Меня приговорили к рытью противотанковой траншеи под надзором Герберта; в тот же день, следуя традиции семьи Шниров, я начал кромсать немецкую землю, я кромсал ее, впрочем, собственноручно, что уже противоречило традиции Шниров. Свою траншею я вел по любимой клумбе дедушки, на которой он сажал розы, прямехонько к тому месту, где стояла копия Аполлона Бельведерского, и с радостью предвкушал минуту, когда мраморный Аполлон падет жертвой моего рвения; но радость эта была преждевременна: статуя Аполлона пала жертвой веснушчатого мальчугана, по имени Георг; Георг погубил и себя и Аполлона, нечаянно взорвав противотанковую гранату. Комментарии Герберта Калика к этой прискорбной истории были предельно краткими:
- К счастью, Георг был сиротой.
5
Я выписал из телефонной книжки номера всех, с кем мне придется говорить; слева я записал столбиком имена знакомых, у которых можно перехватить денег: Карл Эмондс, Генрих Белен - с обоими я учился в школе, первый был когда-то студентом богословия, теперь он - учитель гимназии, второй - капеллан; далее шла Бела Брозен - любовница отца; справа был другой столбик, с именами людей, у кого я буду просить денег только в случае крайней необходимости: мои родители, Лео (у Лео можно просить денег, но у него их никогда не бывает, он все раздает); члены католического кружка - Кинкель, Фредебейль, Блотхерт, Зоммервильд; между этими двумя столбиками я вписал Монику Зильвс и обвел ее имя красивой рамочкой, Карлу Эмондсу придется послать телеграмму с просьбой позвонить мне. У него нет телефона. Я с радостью позвонил бы Монике первой, но позвоню ей последней: в той стадии, в какую вступила наши отношения, пренебречь Моникой значило бы оскорбить ее как физически, так и метафизически. В этом вопросе я вообще попал в ужасное положение: с тех пор как Мария убежала от меня, "убоявшись за свою душу", так она говорила, я из-за склонности к моногамии жил как монах, хоть и поневоле, но сообразно своей природе. Если говорить всерьез, то в Бохуме я поскользнулся и упал на колено в какой-то степени намеренно, чтобы прервать турне и получить возможность приехать в Бонн. С каждым днем я все больше страдал от того, что в богословских трудах, которые читала Мария, ошибочно именовалось "вожделением плоти". Я слишком любил Монику, чтобы утолить с ней "вожделение" к другой.

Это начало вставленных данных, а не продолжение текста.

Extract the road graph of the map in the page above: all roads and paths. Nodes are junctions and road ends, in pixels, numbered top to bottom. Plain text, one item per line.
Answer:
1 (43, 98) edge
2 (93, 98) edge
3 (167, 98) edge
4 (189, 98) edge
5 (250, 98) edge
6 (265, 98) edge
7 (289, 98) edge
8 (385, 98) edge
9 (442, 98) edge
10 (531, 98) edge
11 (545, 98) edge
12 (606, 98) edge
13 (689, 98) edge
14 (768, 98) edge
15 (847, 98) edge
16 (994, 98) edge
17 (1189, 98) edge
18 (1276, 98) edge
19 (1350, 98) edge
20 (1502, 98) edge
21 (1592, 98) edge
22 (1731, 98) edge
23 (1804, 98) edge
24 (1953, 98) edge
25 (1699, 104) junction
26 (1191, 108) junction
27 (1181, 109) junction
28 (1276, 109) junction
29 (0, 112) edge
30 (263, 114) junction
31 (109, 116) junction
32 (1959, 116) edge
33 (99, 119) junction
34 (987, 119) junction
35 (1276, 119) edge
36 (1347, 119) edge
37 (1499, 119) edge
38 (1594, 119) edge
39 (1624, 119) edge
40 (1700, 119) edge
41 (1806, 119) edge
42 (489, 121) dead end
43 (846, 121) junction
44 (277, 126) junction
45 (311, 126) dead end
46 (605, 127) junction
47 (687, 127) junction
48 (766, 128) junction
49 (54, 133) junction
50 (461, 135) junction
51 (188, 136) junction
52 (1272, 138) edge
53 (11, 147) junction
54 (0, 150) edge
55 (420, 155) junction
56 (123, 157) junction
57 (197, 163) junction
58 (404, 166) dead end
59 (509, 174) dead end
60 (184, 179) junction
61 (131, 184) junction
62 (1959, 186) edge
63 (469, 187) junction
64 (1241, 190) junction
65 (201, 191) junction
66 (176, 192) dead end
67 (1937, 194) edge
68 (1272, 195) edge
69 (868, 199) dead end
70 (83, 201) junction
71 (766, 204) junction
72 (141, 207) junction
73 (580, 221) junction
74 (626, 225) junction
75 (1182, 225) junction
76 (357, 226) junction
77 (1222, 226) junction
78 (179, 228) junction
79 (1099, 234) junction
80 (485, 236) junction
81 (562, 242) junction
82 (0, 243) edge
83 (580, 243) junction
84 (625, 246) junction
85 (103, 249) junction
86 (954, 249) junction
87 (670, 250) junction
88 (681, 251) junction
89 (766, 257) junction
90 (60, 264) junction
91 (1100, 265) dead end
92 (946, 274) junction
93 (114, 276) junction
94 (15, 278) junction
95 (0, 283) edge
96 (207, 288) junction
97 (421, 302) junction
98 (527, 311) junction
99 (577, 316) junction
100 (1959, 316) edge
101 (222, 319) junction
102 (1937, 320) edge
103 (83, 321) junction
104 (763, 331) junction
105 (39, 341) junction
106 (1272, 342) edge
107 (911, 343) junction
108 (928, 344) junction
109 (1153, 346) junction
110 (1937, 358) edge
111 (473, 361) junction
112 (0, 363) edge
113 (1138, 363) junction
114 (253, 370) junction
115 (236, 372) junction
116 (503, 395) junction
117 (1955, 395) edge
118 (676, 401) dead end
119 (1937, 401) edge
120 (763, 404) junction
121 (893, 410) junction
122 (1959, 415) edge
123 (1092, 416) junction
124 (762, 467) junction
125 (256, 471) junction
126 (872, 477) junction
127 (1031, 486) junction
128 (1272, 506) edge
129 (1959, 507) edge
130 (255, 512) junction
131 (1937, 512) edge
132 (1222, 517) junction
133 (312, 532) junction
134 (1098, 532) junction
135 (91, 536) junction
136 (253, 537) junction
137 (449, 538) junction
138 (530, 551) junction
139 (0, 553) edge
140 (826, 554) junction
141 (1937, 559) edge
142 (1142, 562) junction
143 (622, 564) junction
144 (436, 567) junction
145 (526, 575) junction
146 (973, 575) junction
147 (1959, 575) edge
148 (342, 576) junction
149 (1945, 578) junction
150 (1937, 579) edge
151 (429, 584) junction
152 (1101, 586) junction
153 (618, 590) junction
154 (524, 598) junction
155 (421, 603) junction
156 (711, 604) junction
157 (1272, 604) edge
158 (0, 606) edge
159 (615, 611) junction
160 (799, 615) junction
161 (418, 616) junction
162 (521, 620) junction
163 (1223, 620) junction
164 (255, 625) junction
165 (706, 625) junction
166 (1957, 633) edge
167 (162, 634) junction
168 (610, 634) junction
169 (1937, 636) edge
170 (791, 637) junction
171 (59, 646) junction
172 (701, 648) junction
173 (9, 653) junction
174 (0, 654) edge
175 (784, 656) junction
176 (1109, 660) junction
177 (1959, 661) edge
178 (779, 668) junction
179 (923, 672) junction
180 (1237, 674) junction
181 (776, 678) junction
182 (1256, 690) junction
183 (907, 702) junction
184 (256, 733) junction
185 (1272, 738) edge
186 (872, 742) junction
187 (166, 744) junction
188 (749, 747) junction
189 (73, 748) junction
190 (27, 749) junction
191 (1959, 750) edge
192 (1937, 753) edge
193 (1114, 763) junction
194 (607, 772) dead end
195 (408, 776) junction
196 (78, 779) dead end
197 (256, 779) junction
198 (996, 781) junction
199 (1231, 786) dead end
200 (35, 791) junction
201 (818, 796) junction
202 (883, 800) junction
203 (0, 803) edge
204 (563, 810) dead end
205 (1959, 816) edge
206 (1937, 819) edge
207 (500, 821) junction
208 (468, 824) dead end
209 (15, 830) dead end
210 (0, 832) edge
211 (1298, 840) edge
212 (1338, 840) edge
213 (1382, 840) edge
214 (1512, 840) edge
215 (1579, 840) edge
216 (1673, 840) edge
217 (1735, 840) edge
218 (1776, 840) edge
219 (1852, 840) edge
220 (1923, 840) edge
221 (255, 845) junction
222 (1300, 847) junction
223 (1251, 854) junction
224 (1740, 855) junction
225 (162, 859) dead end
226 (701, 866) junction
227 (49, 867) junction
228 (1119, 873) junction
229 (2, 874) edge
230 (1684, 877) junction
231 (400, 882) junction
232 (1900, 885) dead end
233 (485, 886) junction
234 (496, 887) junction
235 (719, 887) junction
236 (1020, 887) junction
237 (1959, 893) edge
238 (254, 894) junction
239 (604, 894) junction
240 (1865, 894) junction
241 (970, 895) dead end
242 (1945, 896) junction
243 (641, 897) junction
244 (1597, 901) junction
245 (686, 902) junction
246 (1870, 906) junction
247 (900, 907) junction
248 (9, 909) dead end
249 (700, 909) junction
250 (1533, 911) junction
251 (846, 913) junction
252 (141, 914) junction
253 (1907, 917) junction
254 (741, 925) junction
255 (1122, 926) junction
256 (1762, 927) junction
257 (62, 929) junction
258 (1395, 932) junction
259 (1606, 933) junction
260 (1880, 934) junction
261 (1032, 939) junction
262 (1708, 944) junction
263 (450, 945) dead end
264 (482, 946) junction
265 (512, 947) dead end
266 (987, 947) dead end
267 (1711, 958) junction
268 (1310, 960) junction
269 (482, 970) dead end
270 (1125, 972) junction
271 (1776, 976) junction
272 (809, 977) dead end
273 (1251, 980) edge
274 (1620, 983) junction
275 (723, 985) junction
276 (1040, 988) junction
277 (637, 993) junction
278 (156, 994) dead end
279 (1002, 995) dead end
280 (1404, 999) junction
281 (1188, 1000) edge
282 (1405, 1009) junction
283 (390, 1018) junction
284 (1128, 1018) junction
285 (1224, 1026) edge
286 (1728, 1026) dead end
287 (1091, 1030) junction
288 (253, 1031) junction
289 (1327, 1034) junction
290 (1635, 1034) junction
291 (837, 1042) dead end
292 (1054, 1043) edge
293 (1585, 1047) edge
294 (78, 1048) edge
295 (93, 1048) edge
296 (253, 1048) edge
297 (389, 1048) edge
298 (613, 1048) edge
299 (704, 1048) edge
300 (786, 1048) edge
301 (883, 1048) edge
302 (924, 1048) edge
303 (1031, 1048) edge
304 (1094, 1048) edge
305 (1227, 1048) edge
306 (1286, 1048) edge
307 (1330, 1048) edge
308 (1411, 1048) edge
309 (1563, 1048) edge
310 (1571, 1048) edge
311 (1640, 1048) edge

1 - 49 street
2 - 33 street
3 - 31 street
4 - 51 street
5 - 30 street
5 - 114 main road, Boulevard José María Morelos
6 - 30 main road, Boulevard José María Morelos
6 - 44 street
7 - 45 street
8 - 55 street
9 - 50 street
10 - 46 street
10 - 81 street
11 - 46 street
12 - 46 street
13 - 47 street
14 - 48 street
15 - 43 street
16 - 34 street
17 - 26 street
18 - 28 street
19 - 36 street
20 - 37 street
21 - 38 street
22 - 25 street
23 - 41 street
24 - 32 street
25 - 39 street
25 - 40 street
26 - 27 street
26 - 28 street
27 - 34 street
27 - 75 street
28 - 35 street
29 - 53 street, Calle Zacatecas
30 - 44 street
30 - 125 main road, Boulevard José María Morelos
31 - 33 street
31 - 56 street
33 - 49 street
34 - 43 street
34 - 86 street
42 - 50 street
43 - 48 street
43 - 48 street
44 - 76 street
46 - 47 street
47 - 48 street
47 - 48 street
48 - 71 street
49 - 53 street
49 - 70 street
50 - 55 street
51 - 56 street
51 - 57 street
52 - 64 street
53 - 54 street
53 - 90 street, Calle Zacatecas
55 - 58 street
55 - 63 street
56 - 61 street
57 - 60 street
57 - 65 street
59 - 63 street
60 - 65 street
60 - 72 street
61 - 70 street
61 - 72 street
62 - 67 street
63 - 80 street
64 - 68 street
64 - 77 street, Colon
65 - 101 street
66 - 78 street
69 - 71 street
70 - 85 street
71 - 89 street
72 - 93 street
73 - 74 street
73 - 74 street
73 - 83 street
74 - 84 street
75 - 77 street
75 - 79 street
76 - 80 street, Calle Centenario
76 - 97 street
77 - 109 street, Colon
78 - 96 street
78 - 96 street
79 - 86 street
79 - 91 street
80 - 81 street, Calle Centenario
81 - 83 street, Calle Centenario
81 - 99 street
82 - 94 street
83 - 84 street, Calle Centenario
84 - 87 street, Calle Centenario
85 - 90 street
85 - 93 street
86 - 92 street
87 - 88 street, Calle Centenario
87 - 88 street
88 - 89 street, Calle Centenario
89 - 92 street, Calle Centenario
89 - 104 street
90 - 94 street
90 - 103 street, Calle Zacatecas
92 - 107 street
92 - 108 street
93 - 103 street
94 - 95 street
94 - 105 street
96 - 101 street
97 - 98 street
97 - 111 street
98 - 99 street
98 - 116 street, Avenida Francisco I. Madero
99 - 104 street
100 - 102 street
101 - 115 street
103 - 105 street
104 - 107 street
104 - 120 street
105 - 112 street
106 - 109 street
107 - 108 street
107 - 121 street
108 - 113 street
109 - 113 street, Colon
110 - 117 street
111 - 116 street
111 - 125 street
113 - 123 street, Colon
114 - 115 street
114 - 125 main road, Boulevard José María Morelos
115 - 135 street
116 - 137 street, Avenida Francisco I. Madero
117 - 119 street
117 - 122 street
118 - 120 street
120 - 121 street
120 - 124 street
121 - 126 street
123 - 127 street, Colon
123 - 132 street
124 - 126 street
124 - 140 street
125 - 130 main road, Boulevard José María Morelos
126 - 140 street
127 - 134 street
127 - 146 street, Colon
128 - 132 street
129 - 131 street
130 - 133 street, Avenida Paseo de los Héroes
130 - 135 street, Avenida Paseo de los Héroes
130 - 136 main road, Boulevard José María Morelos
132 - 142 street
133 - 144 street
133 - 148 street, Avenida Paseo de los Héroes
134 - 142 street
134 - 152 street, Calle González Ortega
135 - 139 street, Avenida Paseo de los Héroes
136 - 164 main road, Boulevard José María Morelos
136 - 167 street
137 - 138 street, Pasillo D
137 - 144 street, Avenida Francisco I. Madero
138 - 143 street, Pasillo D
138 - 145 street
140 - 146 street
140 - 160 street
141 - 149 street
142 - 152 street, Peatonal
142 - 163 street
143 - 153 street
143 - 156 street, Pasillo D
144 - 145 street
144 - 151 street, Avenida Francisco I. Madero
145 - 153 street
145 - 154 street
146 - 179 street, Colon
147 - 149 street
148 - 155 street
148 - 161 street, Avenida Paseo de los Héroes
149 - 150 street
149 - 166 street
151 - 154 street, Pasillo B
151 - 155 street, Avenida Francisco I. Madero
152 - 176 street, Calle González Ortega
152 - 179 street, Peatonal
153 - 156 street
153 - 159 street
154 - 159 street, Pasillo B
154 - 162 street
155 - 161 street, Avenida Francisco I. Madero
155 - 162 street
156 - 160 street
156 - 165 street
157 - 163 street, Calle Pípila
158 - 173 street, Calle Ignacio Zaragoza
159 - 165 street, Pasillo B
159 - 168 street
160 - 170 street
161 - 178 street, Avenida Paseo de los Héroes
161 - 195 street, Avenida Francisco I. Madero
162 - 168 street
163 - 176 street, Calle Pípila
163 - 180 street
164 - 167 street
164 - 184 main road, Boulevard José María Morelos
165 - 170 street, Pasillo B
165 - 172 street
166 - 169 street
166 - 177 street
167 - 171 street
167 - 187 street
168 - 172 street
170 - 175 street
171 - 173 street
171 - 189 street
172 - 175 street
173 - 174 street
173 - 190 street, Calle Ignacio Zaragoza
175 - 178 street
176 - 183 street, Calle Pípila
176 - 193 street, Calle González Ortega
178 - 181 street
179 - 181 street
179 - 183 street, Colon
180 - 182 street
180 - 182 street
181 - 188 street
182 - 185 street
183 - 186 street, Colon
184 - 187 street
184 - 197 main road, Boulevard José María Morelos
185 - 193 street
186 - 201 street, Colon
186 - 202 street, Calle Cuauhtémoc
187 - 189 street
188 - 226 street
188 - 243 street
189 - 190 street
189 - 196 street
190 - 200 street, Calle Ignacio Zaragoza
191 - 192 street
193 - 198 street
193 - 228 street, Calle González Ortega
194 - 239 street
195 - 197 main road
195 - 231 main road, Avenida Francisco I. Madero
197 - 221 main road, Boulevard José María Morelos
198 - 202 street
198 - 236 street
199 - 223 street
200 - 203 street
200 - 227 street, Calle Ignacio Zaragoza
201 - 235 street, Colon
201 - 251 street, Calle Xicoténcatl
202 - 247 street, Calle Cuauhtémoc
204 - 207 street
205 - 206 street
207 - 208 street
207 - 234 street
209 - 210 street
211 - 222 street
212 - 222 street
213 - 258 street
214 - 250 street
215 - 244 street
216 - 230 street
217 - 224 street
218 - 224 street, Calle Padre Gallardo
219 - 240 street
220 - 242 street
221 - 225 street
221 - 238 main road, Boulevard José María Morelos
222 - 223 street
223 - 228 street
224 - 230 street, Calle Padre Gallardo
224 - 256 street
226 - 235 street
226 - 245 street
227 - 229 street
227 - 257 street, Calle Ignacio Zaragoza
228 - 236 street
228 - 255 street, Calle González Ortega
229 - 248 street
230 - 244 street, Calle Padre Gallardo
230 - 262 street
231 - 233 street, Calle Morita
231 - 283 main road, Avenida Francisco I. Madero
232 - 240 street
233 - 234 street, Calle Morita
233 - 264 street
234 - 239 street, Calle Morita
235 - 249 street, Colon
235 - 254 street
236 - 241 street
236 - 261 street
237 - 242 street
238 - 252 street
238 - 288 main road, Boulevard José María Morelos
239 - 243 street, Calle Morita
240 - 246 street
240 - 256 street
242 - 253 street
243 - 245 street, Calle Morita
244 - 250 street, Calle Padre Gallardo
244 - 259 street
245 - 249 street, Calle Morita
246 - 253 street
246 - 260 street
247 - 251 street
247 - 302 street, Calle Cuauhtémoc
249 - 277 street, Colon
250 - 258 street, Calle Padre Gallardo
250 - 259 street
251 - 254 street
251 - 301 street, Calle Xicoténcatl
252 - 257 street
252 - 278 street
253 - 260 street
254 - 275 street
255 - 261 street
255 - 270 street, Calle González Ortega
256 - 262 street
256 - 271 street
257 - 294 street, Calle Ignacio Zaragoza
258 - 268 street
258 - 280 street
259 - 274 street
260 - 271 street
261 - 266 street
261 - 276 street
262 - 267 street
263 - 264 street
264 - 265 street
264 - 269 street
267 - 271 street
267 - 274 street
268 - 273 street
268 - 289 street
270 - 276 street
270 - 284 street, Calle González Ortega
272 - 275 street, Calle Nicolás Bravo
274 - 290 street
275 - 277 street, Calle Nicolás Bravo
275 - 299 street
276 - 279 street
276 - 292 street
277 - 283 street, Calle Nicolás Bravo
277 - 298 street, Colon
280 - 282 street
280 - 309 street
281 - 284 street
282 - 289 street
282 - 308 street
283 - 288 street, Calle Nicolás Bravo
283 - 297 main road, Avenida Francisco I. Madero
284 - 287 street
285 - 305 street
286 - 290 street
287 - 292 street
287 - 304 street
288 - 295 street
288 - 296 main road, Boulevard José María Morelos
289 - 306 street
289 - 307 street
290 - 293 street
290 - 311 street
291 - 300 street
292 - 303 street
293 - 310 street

Если бы в богословских трактатах говорилось о вожделении к женщине, то и это звучало бы достаточно грубо, но все же намного лучше, чем просто "вожделение плоти". Не знаю, что можно назвать "плотью", разве что туши в мясных лавках, но даже туши не только "плоть". Стоит мне представить себе, что Мария делает с Цюпфнером "то самое", что она должна делать только со мной, и моя меланхолия перерастает в отчаяние.